#### Listed records
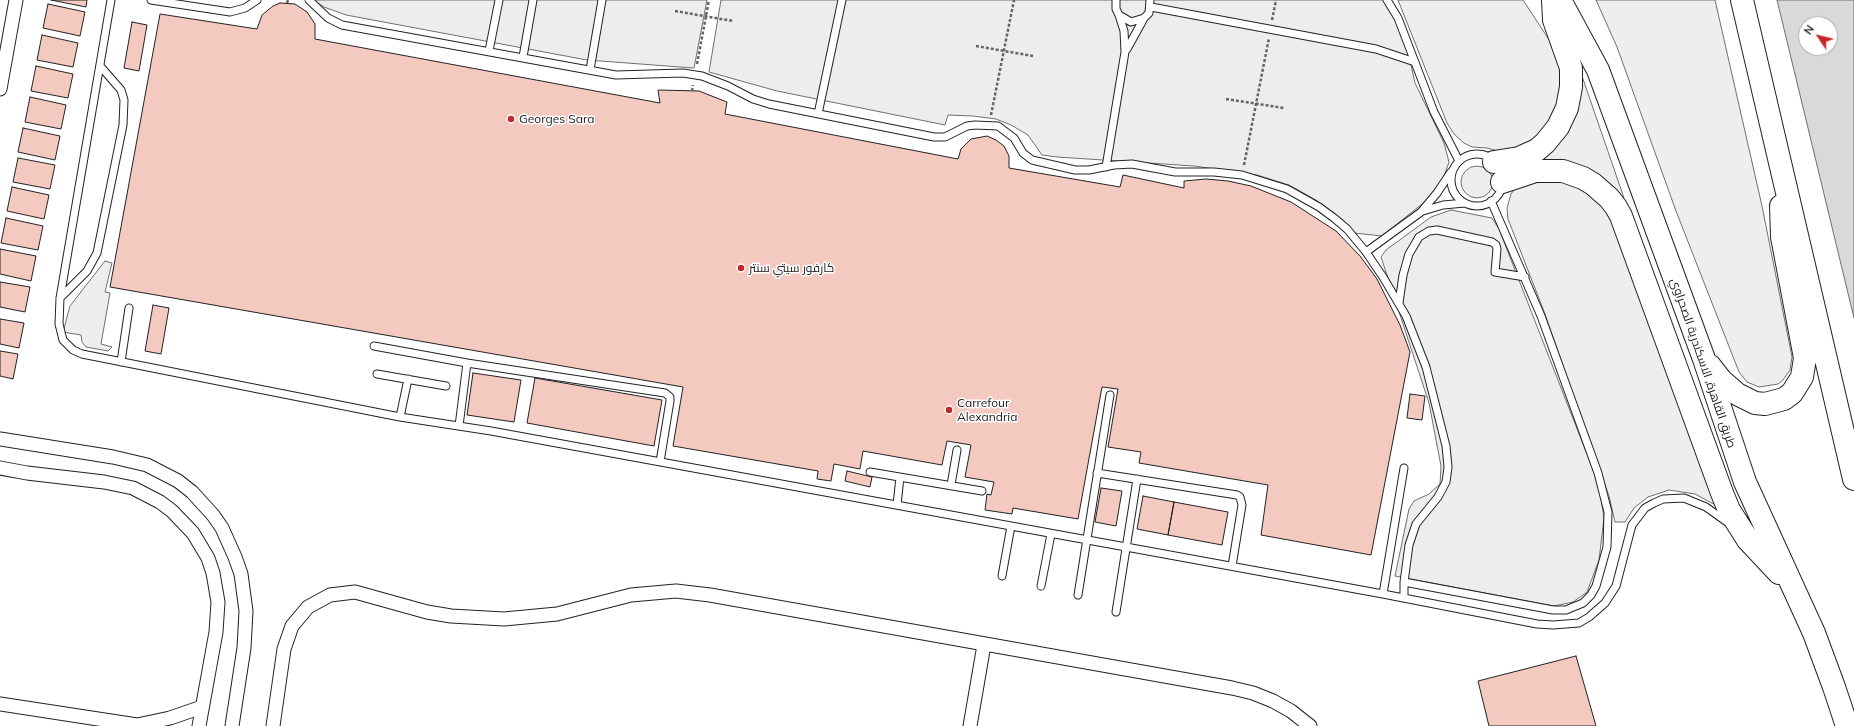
<!DOCTYPE html>
<meta charset="utf-8">
<style>
body{margin:0}
#map{position:relative;width:1854px;height:726px;overflow:hidden;background:#fff;font-family:Mulish,sans-serif}
canvas{display:block}
.north{position:absolute;left:1798px;top:16px;width:40px;height:40px;box-sizing:border-box;background:#fff;border:1px solid #a7a7a7;border-radius:50%;rotate:305deg;font-size:11px;font-weight:700;line-height:16px;text-align:center;color:#222}
.north::after{content:'';display:block;margin:auto;width:14px;height:18px;background:#c62828;clip-path:polygon(50% 0,100% 100%,50% 72%,0 100%)}
</style>
<div id="map">
<canvas width="1854" height="726"></canvas>
<div class="north">N</div>
</div>
<script>
const c = document.querySelector('canvas').getContext('2d');
c.lineJoin = 'round';
function paint(path, color) {
  c.fillStyle = color;
  c.fill(path, 'evenodd');
}
function toPath(rows) {
  const path = new Path2D();
  for (const r of rows) {
    if (r.length === 3) {
      path.moveTo(r[0] + r[2], r[1]);
      path.arc(r[0], r[1], r[2], 0, 2 * Math.PI);
      continue;
    }
    path.moveTo(r[0], r[1]);
    for (let i = 2; i < r.length; i += 2) path.lineTo(r[i], r[i + 1]);
  }
  return path;
}
function trace(path, color, width, dash) {
  c.strokeStyle = color;
  c.lineWidth = width;
  c.lineCap = dash ? 'butt' : 'round';
  c.setLineDash(dash || []);
  c.stroke(path);
}
function label(font, color, halo, rows, align = 'center') {
  c.font = font + ' Mulish,Cairo,sans-serif';
  c.lineWidth = 3;
  c.setLineDash([]);
  c.textBaseline = 'middle';
  c.strokeStyle = halo;
  c.fillStyle = color;
  for (const [text, x, y, turn = 0] of rows) {
    c.save();
    c.translate(x, y);
    c.rotate((+turn || 0) * Math.PI / 180);
    c.textAlign = isNaN(turn) ? turn : align;
    if (halo) c.strokeText(text, 0, 0);
    c.fillText(text, 0, 0);
    c.restore();
  }
}
const green = toPath([
 [1398,0,1523,0,1561,58,1564,103,1535,148,1498,151,1487,148,1472,147,1464,143,1454,134,1447,123,1398,0],
 [1596,0,1715,0,1762,206,1792,357,1790,370,1783,380,1778,384,1759,387,1747,382,1739,372,1676,211,1617,47,1596,0],
 [1582,76,1624,198,1600,178,1523,162,1582,76],
 [1477,182,16],
 [1557,176,1606,201,1723,509,1695,494,1669,490,1648,497,1634,508,1625,522,1615,522,1609,496,1587,435,1545,314,1508,219,1507,208,1511,194,1519,182,1557,176],
 [105,261,112,263,105,292,110,293,101,344,112,347,108,351,86,347,82,342,81,335,63,332,70,306,105,261]
]);
paint(green, '#eee');
trace(green, '#6f6f6f', 1);
const parking = toPath([
 [313,0,707,0,694,68,587,60,346,15,324,7,313,0],
 [721,0,1384,0,1397,18,1409,56,1415,83,1444,143,1449,162,1442,182,1432,196,1382,236,1354,233,1343,220,1316,200,1289,185,1257,175,1194,166,1057,157,1042,155,1028,135,1011,125,996,119,973,116,948,115,945,125,777,91,709,72,721,0],
 [1451,210,1492,218,1499,229,1599,485,1604,518,1599,560,1587,592,1573,602,1554,606,1395,576,1409,509,1414,501,1429,494,1440,484,1441,466,1429,403,1381,257,1386,250,1431,217,1451,210]
]);
paint(parking, '#ededed');
trace(parking, '#6f6f6f', 1);
const water = toPath([
 [1777,0,1854,0,1854,318,1777,0],
 [1806,24,1830,24,1830,48,1806,48,1806,24]
]);
paint(water, '#d9d9d9');
trace(water, '#6f6f6f', 1);
const building = toPath([
 [51,0,87,0,86,7,51,0],
 [280,3,295,4,307,12,315,24,315,39,660,103,658,90,699,91,727,102,725,114,958,159,961,149,971,139,987,136,996,140,1004,146,1009,156,1009,168,1120,187,1123,175,1184,188,1184,181,1206,179,1228,181,1251,186,1291,202,1336,231,1360,256,1377,279,1400,325,1410,352,1371,555,1261,535,1268,485,1139,463,1141,452,1108,447,1118,389,1102,387,1078,519,1013,508,1012,514,985,510,987,494,991,495,994,482,965,477,971,445,947,441,942,465,863,451,860,469,834,464,831,481,817,479,818,471,673,446,683,387,110,287,160,14,257,29,262,15,273,6,280,3],
 [48,4,85,12,80,36,43,28,48,4],
 [132,22,147,25,139,71,124,68,132,22],
 [42,35,78,43,73,67,37,60,42,35],
 [36,66,73,74,68,98,31,91,36,66],
 [30,97,66,105,61,129,25,122,30,97],
 [23,128,60,136,55,160,18,152,23,128],
 [18,158,55,165,50,189,13,182,18,158],
 [12,187,49,195,44,219,7,211,12,187],
 [6,218,43,226,38,250,1,243,6,218],
 [0,249,36,256,31,281,0,274,0,249],
 [0,282,30,287,25,312,0,307,0,282],
 [153,305,169,308,161,354,145,351,153,305],
 [0,319,24,323,19,348,0,344,0,319],
 [0,351,18,354,13,379,0,376,0,351],
 [473,373,521,380,514,422,467,415,473,373],
 [535,378,662,400,654,446,527,423,535,378],
 [1410,394,1425,396,1422,420,1407,418,1410,394],
 [847,471,872,477,870,487,845,481,847,471],
 [1101,488,1122,491,1116,526,1095,522,1101,488],
 [1143,496,1174,502,1168,535,1137,529,1143,496],
 [1174,502,1228,512,1222,545,1168,535,1174,502],
 [1576,656,1596,726,1489,726,1478,681,1576,656]
]);
paint(building, '#f3c9c0');
trace(building, '#222', 1);
const service = toPath([
 [111,0,60,298,59,324,63,340,73,350,82,354,400,417,491,431,1126,547,1383,594,1537,624,1553,625,1579,623,1589,617,1605,603,1616,586,1632,525,1645,508,1654,503,1663,499,1684,498,1706,507,1727,522],
 [151,0,230,12,245,8,257,0],
 [309,0,328,18,342,25,616,75,683,73,702,76,728,86,753,99,769,104,934,137,945,137,967,126,975,125,998,126,1014,138,1023,153,1032,160,1075,170,1089,170,1114,165,1132,164,1175,172,1214,172,1242,175,1287,189,1319,207,1334,218,1347,229,1366,252,1383,277,1406,316,1426,367,1446,446,1448,467,1446,482,1438,497,1416,524,1409,545,1404,582,1553,610,1566,610,1583,603,1591,595,1596,586,1607,547,1608,512,1598,473,1541,316,1491,201],
 [1116,0,1116,9,1119,15,1131,22,1144,18,1149,13,1150,0],
 [1387,0,1398,18,1434,112,1459,161],
 [1151,7,1376,49,1415,62],
 [1127,49,1143,20],
 [489,51,499,0],
 [523,57,533,0],
 [590,70,602,0],
 [818,114,842,0],
 [1477,180,26],
 [1106,167,1125,52,1124,31,1119,15],
 [1423,211,1443,205,1465,203],
 [1366,252,1421,212,1437,193,1451,172],
 [60,298,87,271,97,253,123,125,124,100,121,90,101,67],
 [1399,303,1403,275,1409,254,1419,237,1429,231,1437,230,1492,242,1496,245,1497,249,1495,272,1525,277],
 [374,346,467,363,665,393,670,397,670,401,660,462],
 [121,362,129,308],
 [377,374,446,386],
 [400,417,408,379],
 [459,426,467,363],
 [870,472,982,491],
 [1097,473,1237,495,1240,497,1242,505,1232,566],
 [951,485,957,450],
 [897,505,900,477],
 [1002,576,1011,526],
 [1041,586,1051,534],
 [1383,594,1404,468],
 [1078,595,1110,395],
 [1404,598,1404,582],
 [1116,612,1137,479]
]);
const minor = toPath([
 [0,89,16,0],
 [0,439,113,457,147,465,178,481,192,492,213,515,222,528,235,557,241,574,246,611,244,648,232,726],
 [0,468,27,473,104,482,133,488,160,502,172,511,193,533,208,558,213,573,218,602,216,632,199,726],
 [0,704,137,725,170,718,202,707],
 [273,726,284,649,292,626,308,607,330,595,355,592,427,612,451,616,504,619,557,614,631,595,676,591,710,595,1232,688,1253,693,1273,701,1291,711,1310,726],
 [970,726,984,645]
]);
const motorway = toPath([
 [1560,0,1598,70,1704,359,1745,482,1814,633,1834,687,1847,726],
 [1742,0,1854,479],
 [1494,162,1519,158,1537,150,1545,143,1558,127,1567,108,1571,87,1571,68,1554,20,1553,0],
 [1502,182,1535,171,1563,171,1583,178,1593,184,1609,198,1616,207,1621,216,1722,493,1729,510,1748,540,1779,573],
 [1710,366,1721,380,1737,394,1755,403,1765,404,1784,399,1792,393,1802,377,1805,358,1782,237,1781,206]
]);
trace(service, '#222', 9);
trace(minor, '#222', 15);
trace(motorway, '#222', 24);
trace(toPath([
 [287,3,288,0],
 [675,11,733,21],
 [1272,20,1276,0],
 [976,46,1033,56],
 [697,64,709,0],
 [692,91,693,85],
 [1226,99,1284,108],
 [991,115,1014,0],
 [1244,165,1269,38]
]), '#646464', 2.5, [3, 2]);
trace(service, '#fff', 7);
trace(minor, '#fff', 13);
trace(motorway, '#fff', 22);
for (const [x, y, r, color] of [
 [511,119,4,"#c62828"],
 [741,268,4,"#c62828"],
 [949,410,4,"#c62828"]
]) {
  const dot = new Path2D();
  dot.arc(x, y, r, 0, 2 * Math.PI);
  c.fillStyle = color;
  c.fill(dot);
  trace(dot, '#fff', 1.5);
}
label('12px', '#222', '#fff', [
 ["Georges Sara",519,119],
 ["كارفور سيتي سنتر",749,268],
 ["Carrefour",957,403],
 ["Alexandria",957,417]
], 'left');
label('12px', '#222', '#fff', [
 ["طريق القاهرة, الاسكندرية الصحراوي",1703,363,71]
]);
</script>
########
What the task asks: Every line of the entries that includes "canvas" must be copied into the answer.

Solution for this problem:
canvas{display:block}
<canvas width="1854" height="726"></canvas>
const c = document.querySelector('canvas').getContext('2d');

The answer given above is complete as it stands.